• _DIRECTIONS FOR THIS TASK_
Each line of the data below that carries the word "where" needs to be copied.

(Beginning of DATA PROVIDED)

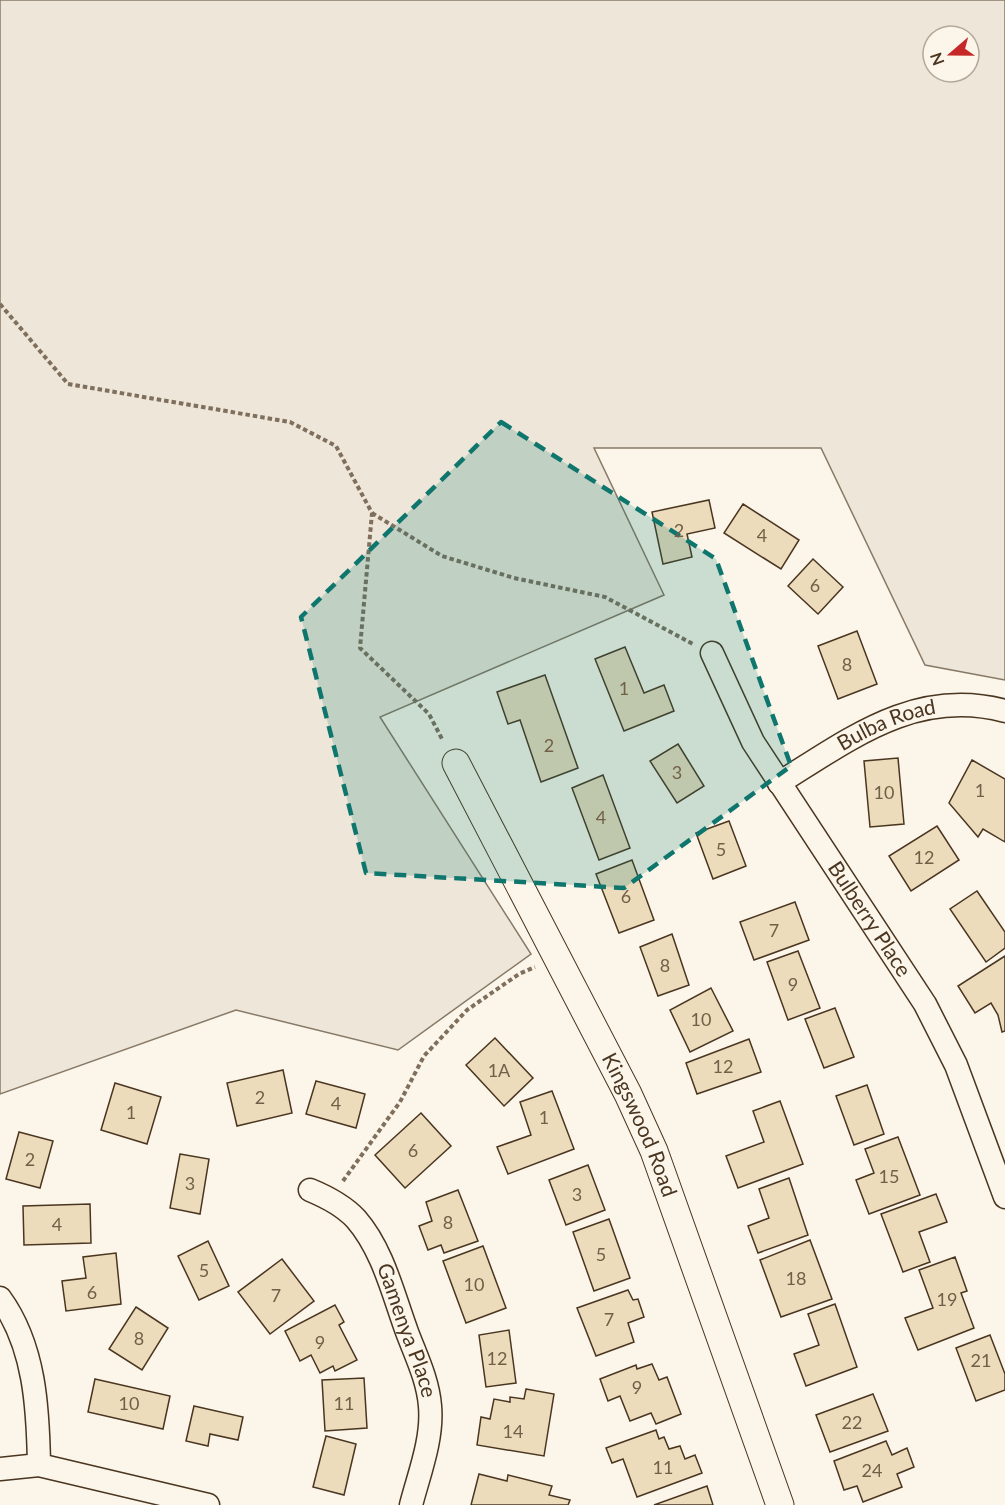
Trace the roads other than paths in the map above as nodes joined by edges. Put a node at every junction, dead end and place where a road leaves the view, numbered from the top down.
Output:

(End of DATA PROVIDED)
(Beginning of DATA PROVIDED)

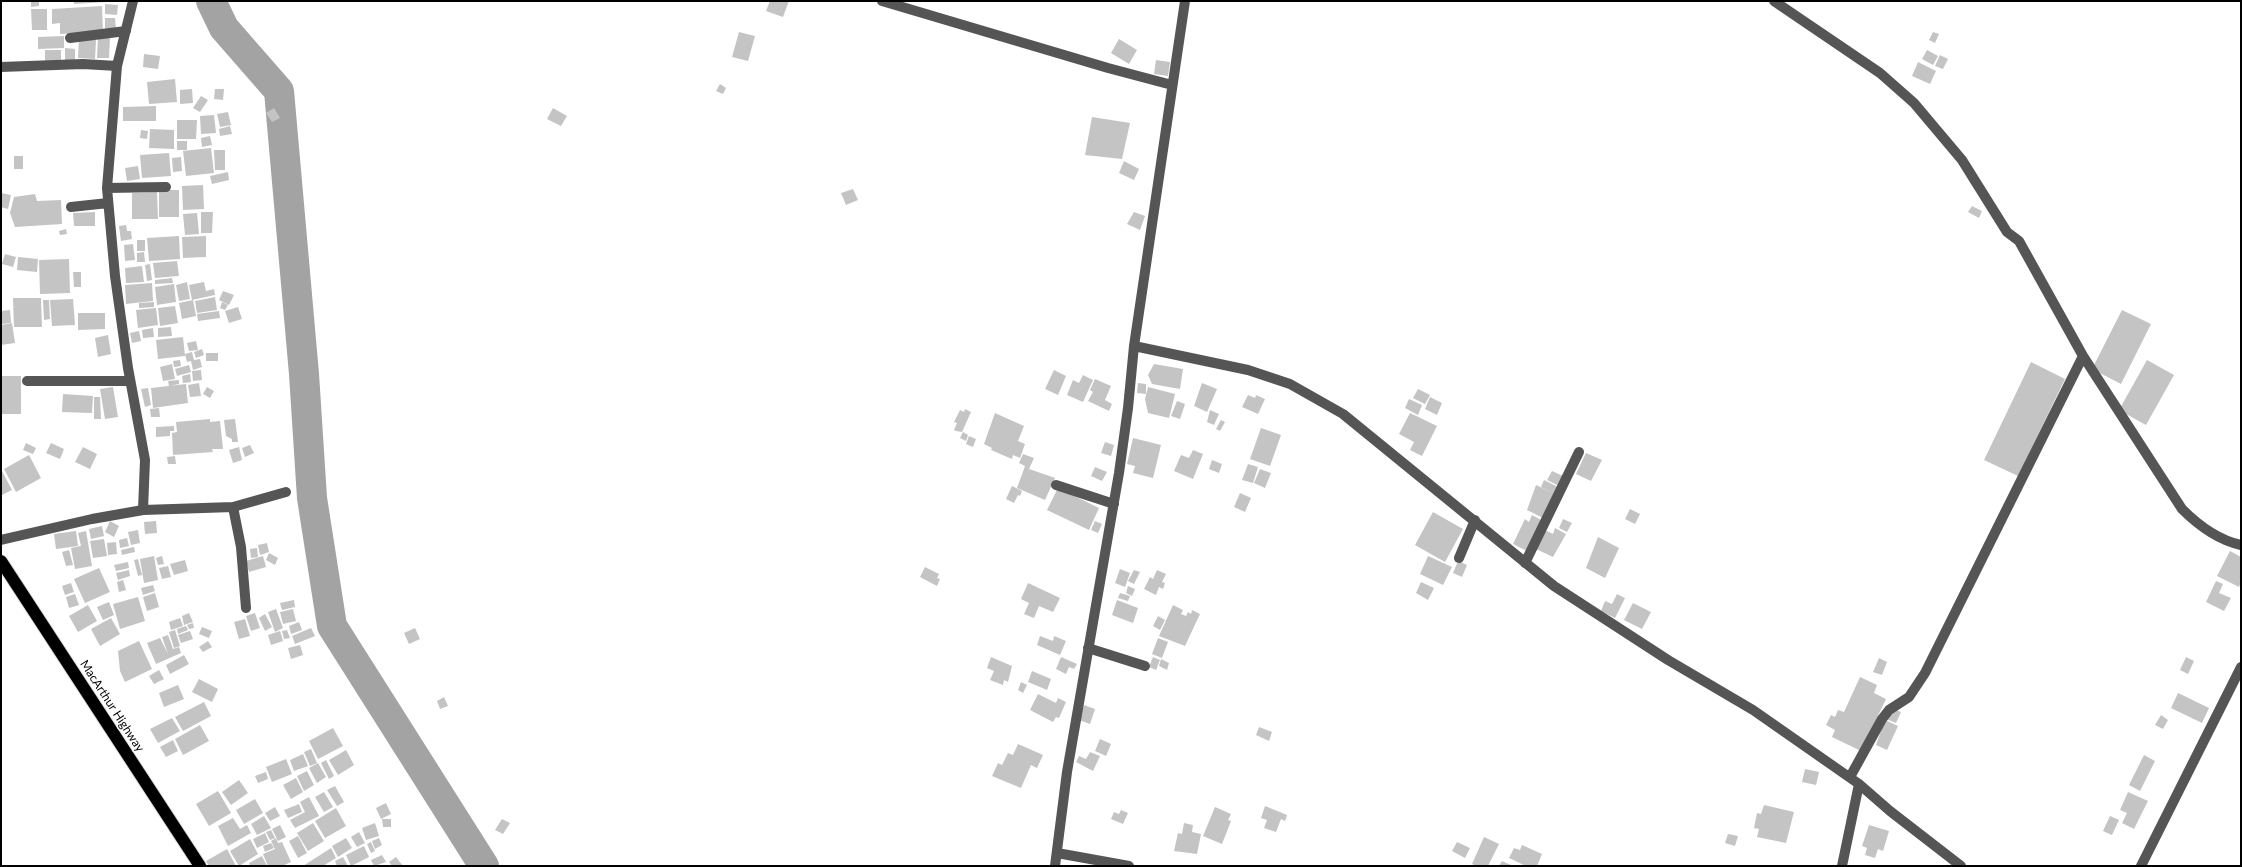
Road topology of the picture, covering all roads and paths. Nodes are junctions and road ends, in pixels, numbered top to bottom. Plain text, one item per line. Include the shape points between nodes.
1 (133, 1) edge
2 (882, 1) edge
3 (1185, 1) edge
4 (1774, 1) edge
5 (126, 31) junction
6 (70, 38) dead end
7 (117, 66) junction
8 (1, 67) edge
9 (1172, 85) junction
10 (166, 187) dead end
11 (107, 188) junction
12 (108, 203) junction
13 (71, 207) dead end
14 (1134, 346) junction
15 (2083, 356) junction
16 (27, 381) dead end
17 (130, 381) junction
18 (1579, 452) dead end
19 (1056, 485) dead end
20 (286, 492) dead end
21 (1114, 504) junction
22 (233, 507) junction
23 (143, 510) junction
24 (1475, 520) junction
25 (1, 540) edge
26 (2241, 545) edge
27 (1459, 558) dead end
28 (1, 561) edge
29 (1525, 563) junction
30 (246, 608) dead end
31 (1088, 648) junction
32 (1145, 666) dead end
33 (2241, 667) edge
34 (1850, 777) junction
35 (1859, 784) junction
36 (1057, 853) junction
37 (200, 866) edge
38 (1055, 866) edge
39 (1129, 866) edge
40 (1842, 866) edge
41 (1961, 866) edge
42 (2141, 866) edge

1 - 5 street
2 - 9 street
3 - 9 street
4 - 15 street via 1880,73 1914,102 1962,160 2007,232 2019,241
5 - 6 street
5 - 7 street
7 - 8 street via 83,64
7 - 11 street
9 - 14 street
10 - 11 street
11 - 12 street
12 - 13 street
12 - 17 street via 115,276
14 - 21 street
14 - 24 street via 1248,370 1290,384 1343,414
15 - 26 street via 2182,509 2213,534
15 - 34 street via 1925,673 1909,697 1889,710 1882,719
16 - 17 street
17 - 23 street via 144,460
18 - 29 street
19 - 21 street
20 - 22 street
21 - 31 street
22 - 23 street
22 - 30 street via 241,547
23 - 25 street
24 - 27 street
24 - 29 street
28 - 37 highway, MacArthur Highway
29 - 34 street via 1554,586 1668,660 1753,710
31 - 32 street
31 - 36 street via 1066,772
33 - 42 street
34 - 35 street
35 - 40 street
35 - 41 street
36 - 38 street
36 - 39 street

(End of DATA PROVIDED)
(Beginning of DATA PROVIDED)

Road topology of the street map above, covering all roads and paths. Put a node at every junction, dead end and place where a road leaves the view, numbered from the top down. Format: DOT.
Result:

(End of DATA PROVIDED)

• _RESPONSE TO THE TASK_
Trace the roads other than paths in the map above as nodes joined by edges. Put a node at every junction, dead end and place where a road leaves the view, numbered from the top down.
Road topology of the street map above, covering all roads and paths. Put a node at every junction, dead end and place where a road leaves the view, numbered from the top down. Format: DOT.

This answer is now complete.